Load Variant Call Format (VCF) file.

Extract genotypes for each site and individual. The metadata for all samples can be found in here.

vcf <- read.vcfR("/Users/nuriteliash/Documents/GitHub/varroa-linkage-map/data/vcf_filter/Q40BIALLDP16HDP40mis.5Chr7/Q40BIALLDP16HDP40mis.5Chr7.recode.vcf", verbose = FALSE )
vcf
## ***** Object of Class vcfR *****
## 223 samples
## 7 CHROMs
## 35,169 variants
## Object size: 293.5 Mb
## 0 percent missing data
## *****        *****         *****
# extract the genotype for each site in each individual
gt <- extract.gt(vcf, element = "GT") 
gt <- as.data.frame(t(gt)) %>%
  rownames_to_column("ID")
#clean the ID names
gt$ID <- sub("_[^_]+$", "", gt$ID)

The individual ID name nomenclature is composed of 3 parts, separated by an underscore (_).
The first part is the family ID, the second is the unique name of the individual, and the the third part indicates its generation, sex, and its position in relation to the foundress mite (generation F0).

For example:
Individual ID 240_240a_son, belong to family 240,
has a unique name of 240a,
and is the son of the foundress mite of family 240, that is, its a male of F1 generation.

Individual ID 240_241b_grndat, belong to family 240,
has a unique name of 241b,
and is the granddaughter of the foundress mite of family 240, that is, its a female of F2 generation (and the daughter of 240_240a_son).


From the 223 individuals of 30 families, we excluded non adults mites (for which sex could not be determined for sure).
Eventually, we kept 144 individuals (adult males and females in F0, F1 and F2 generations) of 26 families, and all 35,169 biallelic sites.

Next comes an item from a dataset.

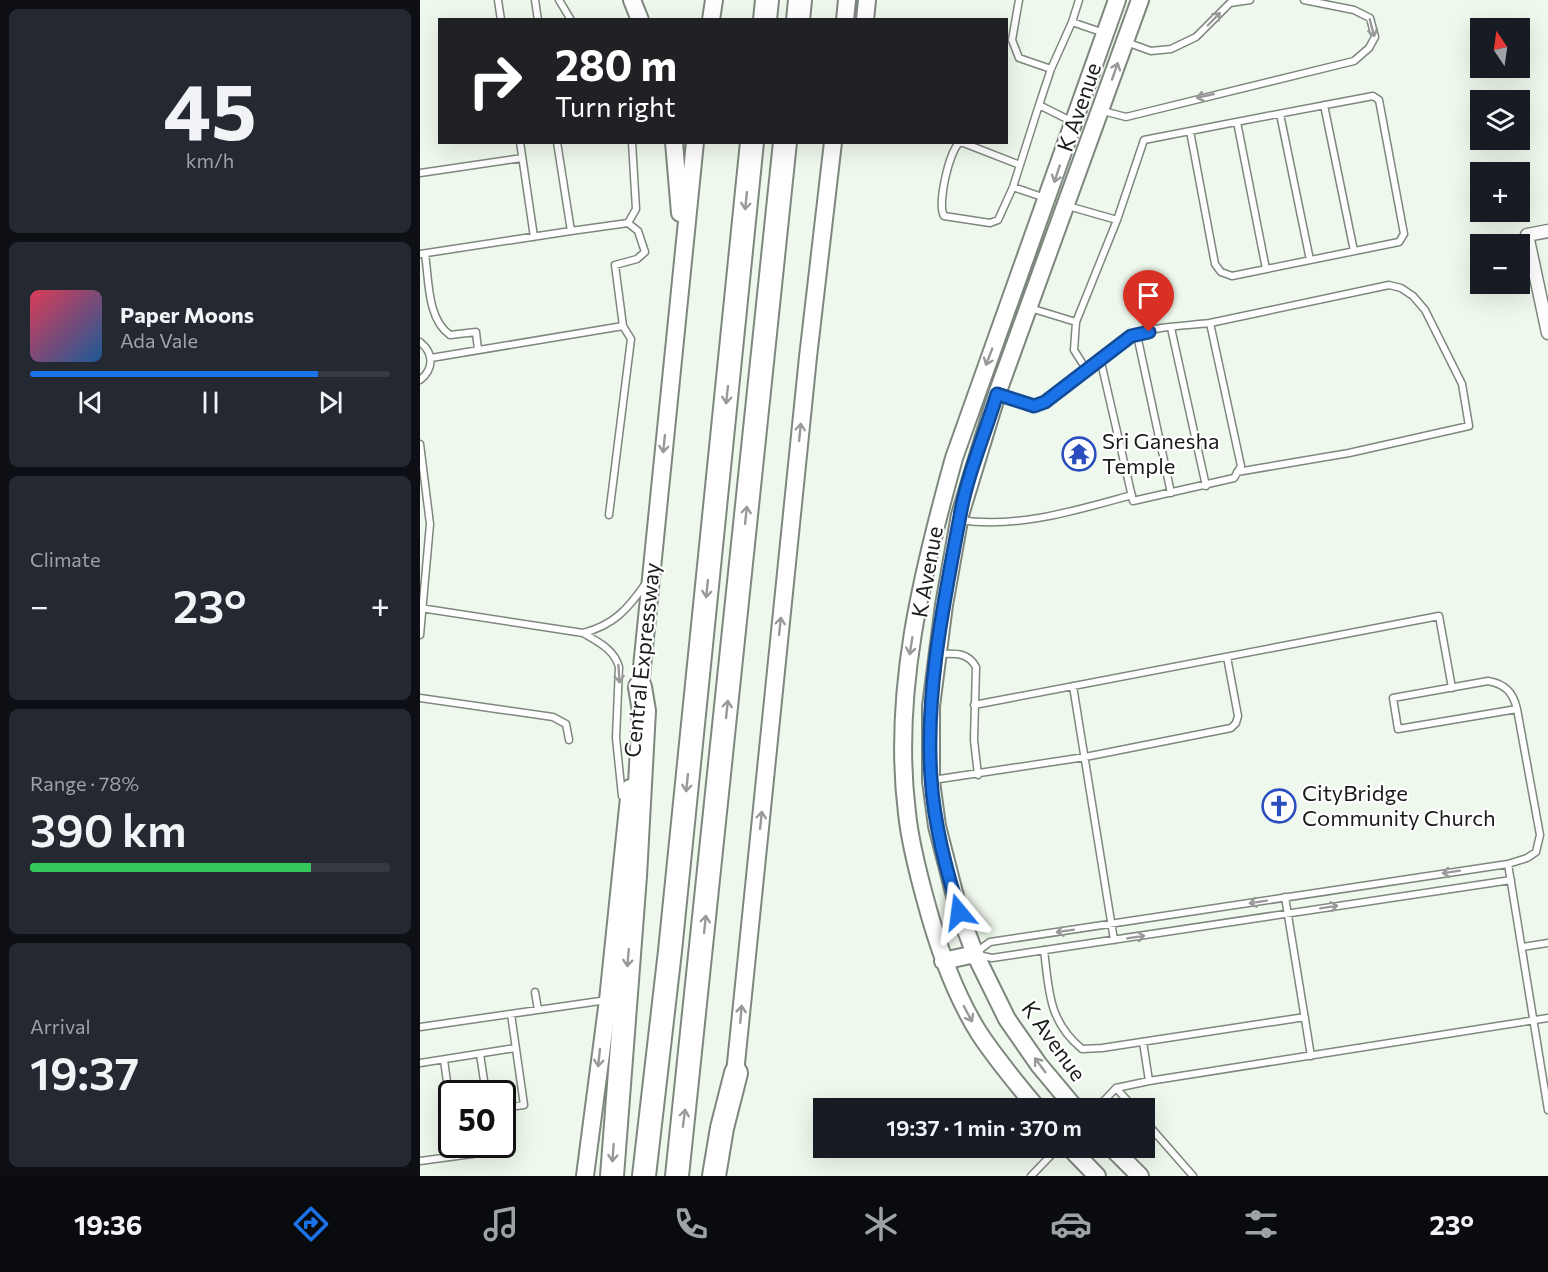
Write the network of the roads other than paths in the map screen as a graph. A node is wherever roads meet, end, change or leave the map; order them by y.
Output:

For example, these are the first 6 sites (13565-25513) of chromosome (NW_019211454.1), in family number 240.

table <-  gt %>% 
  t() %>%
  as.data.frame() %>%
  row_to_names(row_number = 1) %>% 
  dplyr::select(contains(c("son", "dat", "fnd"))) # keep only adults of F0, F1 and F2 

table %>% select(contains(c("240_"))) %>% head()
##                      240_240a_son 240_241c_grnson 240_241b_grndat
## NW_019211454.1_13565          0/1            <NA>            <NA>
## NW_019211454.1_18037          0/0            <NA>            <NA>
## NW_019211454.1_20998         <NA>            <NA>            <NA>
## NW_019211454.1_24935         <NA>             0/0            <NA>
## NW_019211454.1_25470         <NA>            <NA>            <NA>
## NW_019211454.1_25513         <NA>            <NA>            <NA>
##                      240_241a_grndat 240_241_dat 240_240_fnd
## NW_019211454.1_13565             0/1         0/1         0/0
## NW_019211454.1_18037             0/0         0/0         0/0
## NW_019211454.1_20998             0/0         0/0         0/0
## NW_019211454.1_24935             0/0         0/0         0/0
## NW_019211454.1_25470             0/0         0/0         0/0
## NW_019211454.1_25513             0/0        <NA>         0/0

The family members include:

  • F0 generation: foundress female mite (240_240_fnd).
  • F1 generation: adult son (240_240a_son) and adult daughter (240_241_dat) of the foundress F0 mite. Because in varroa mite reproduction is via sib-mating, these brother and sister will also mate, to produce the F2 generation.
  • F2 generation: adult grandson (240_241c_grnson) and two adult granddaughters (240_241a_grndat and 240_241b_grndat), of the foundress F0 mite.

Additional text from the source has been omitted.